▶ **What to work on**:
Set down every record below exactly as it stands, minus the pictures.

*** Begin section ***

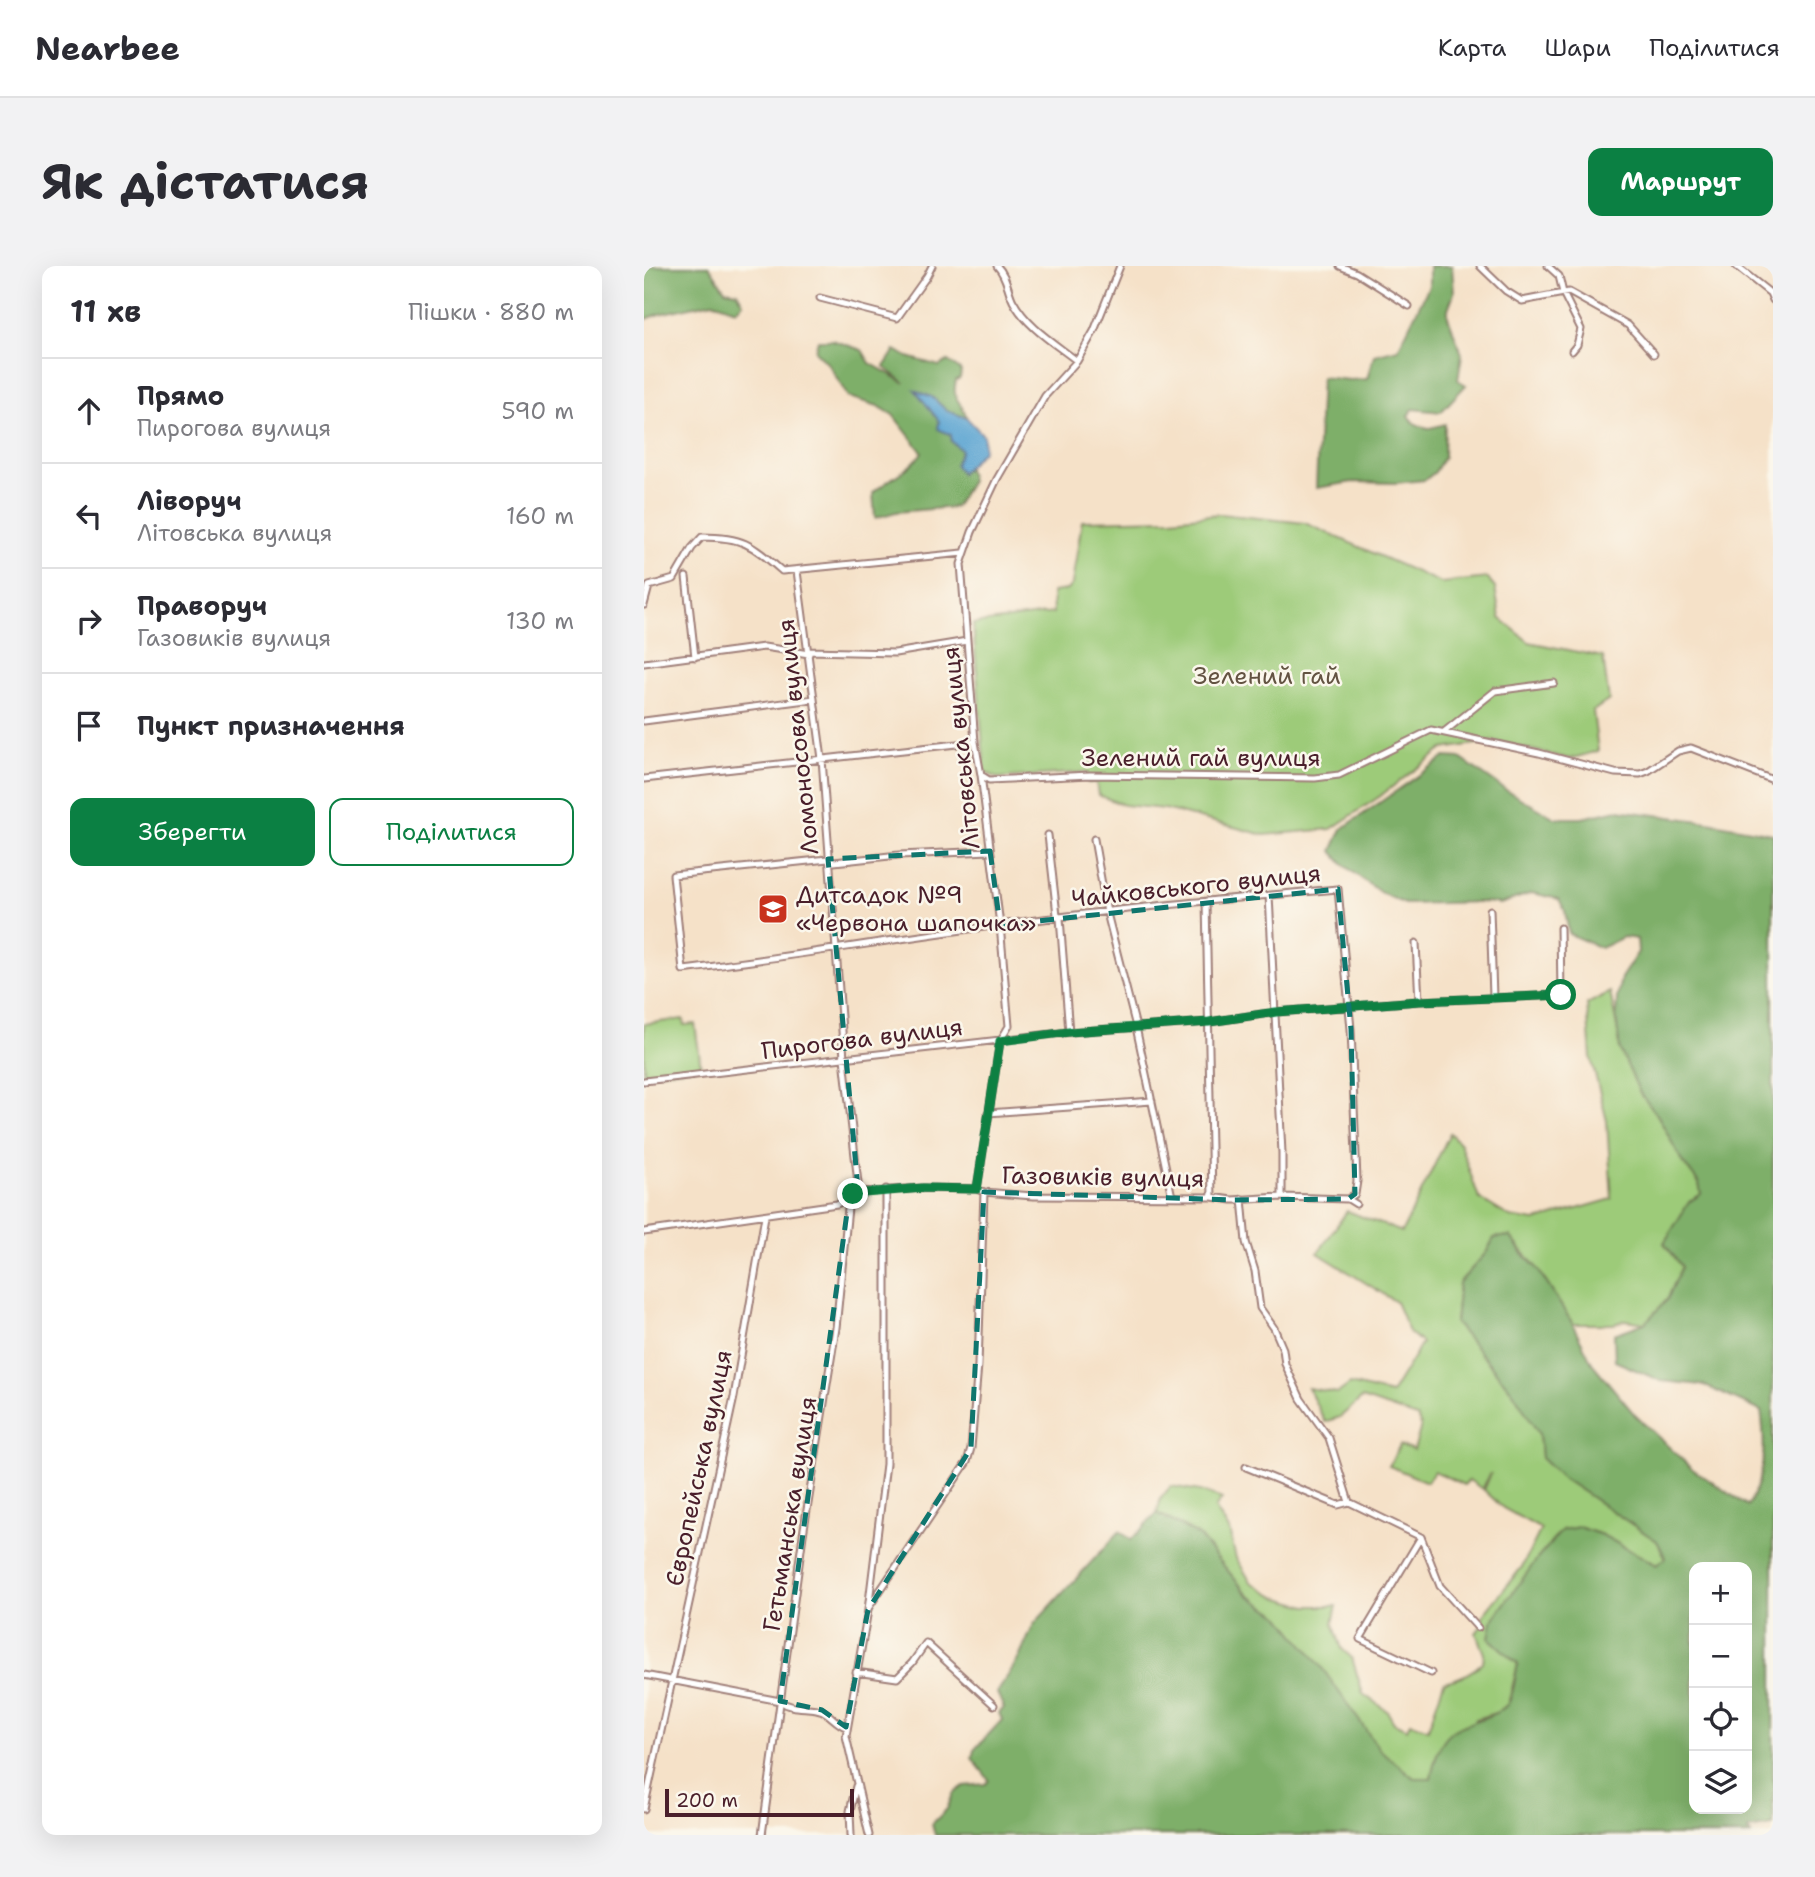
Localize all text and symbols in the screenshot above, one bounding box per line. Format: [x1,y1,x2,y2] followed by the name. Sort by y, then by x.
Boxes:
[35,26,180,71] text: Nearbee
[1438,32,1506,64] text: Карта
[1544,32,1611,64] text: Шари
[1649,32,1780,64] text: Поділитися
[1588,148,1773,216] button: Маршрут
[42,149,369,215] text: Як дістатися
[70,291,141,332] text: 11 хв
[408,297,574,327] text: Пішки · 880 m
[137,378,225,413] text: Прямо
[70,392,108,430] icon: ahead
[501,396,574,426] text: 590 m
[137,413,331,443] text: Пирогова вулиця
[137,483,242,518] text: Ліворуч
[70,497,108,535] icon: left
[506,501,574,531] text: 160 m
[137,518,332,548] text: Літовська вулиця
[137,588,267,623] text: Праворуч
[70,602,108,640] icon: right
[506,606,574,636] text: 130 m
[770,617,826,857] street label: Ломоносова вулиця
[137,623,331,653] text: Газовиків вулиця
[934,645,988,851] street label: Літовська вулиця
[1193,660,1341,692] park label: Зелений гай
[70,707,108,745] icon: arrive
[137,708,405,743] text: Пункт призначення
[1081,742,1321,774] street label: Зелений гай вулиця
[70,798,315,866] button: Зберегти
[329,798,574,866] button: Поділитися
[1070,857,1322,915] street label: Чайковського вулиця
[796,879,1036,939] place label: Дитсадок №9 «Червона шапочка»
[756,892,790,926] school or university icon: Дитсадок №9 «Червона шапочка»
[1545,979,1576,1010] route start
[759,1011,965,1067] street label: Пирогова вулиця
[1001,1159,1205,1195] street label: Газовиків вулиця
[837,1178,868,1209] route end
[658,1347,740,1589] street label: Європейська вулиця
[756,1394,824,1634] street label: Гетьманська вулиця
[1689,1562,1752,1814] map controls
[1689,1562,1752,1625] button: +
[1689,1625,1752,1688] button: −
[1689,1688,1752,1751] button: locate
[1689,1751,1752,1814] button: layers
[665,1786,854,1818] scale bar
[676,1788,738,1813] text: 200 m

*** End section ***

▶ **Solution to the problem**:
Localize all text and symbols in the screenshot above, one bounding box per line. Format: [x1,y1,x2,y2] followed by the name. Sort by y, then by x.
Boxes:
[35,26,180,71] text: Nearbee
[1438,32,1506,64] text: Карта
[1544,32,1611,64] text: Шари
[1649,32,1780,64] text: Поділитися
[1588,148,1773,216] button: Маршрут
[42,149,369,215] text: Як дістатися
[70,291,141,332] text: 11 хв
[408,297,574,327] text: Пішки · 880 m
[137,378,225,413] text: Прямо
[70,392,108,430] icon: ahead
[501,396,574,426] text: 590 m
[137,413,331,443] text: Пирогова вулиця
[137,483,242,518] text: Ліворуч
[70,497,108,535] icon: left
[506,501,574,531] text: 160 m
[137,518,332,548] text: Літовська вулиця
[137,588,267,623] text: Праворуч
[70,602,108,640] icon: right
[506,606,574,636] text: 130 m
[770,617,826,857] street label: Ломоносова вулиця
[137,623,331,653] text: Газовиків вулиця
[934,645,988,851] street label: Літовська вулиця
[1193,660,1341,692] park label: Зелений гай
[70,707,108,745] icon: arrive
[137,708,405,743] text: Пункт призначення
[1081,742,1321,774] street label: Зелений гай вулиця
[70,798,315,866] button: Зберегти
[329,798,574,866] button: Поділитися
[1070,857,1322,915] street label: Чайковського вулиця
[796,879,1036,939] place label: Дитсадок №9 «Червона шапочка»
[756,892,790,926] school or university icon: Дитсадок №9 «Червона шапочка»
[1545,979,1576,1010] route start
[759,1011,965,1067] street label: Пирогова вулиця
[1001,1159,1205,1195] street label: Газовиків вулиця
[837,1178,868,1209] route end
[658,1347,740,1589] street label: Європейська вулиця
[756,1394,824,1634] street label: Гетьманська вулиця
[1689,1562,1752,1814] map controls
[1689,1562,1752,1625] button: +
[1689,1625,1752,1688] button: −
[1689,1688,1752,1751] button: locate
[1689,1751,1752,1814] button: layers
[665,1786,854,1818] scale bar
[676,1788,738,1813] text: 200 m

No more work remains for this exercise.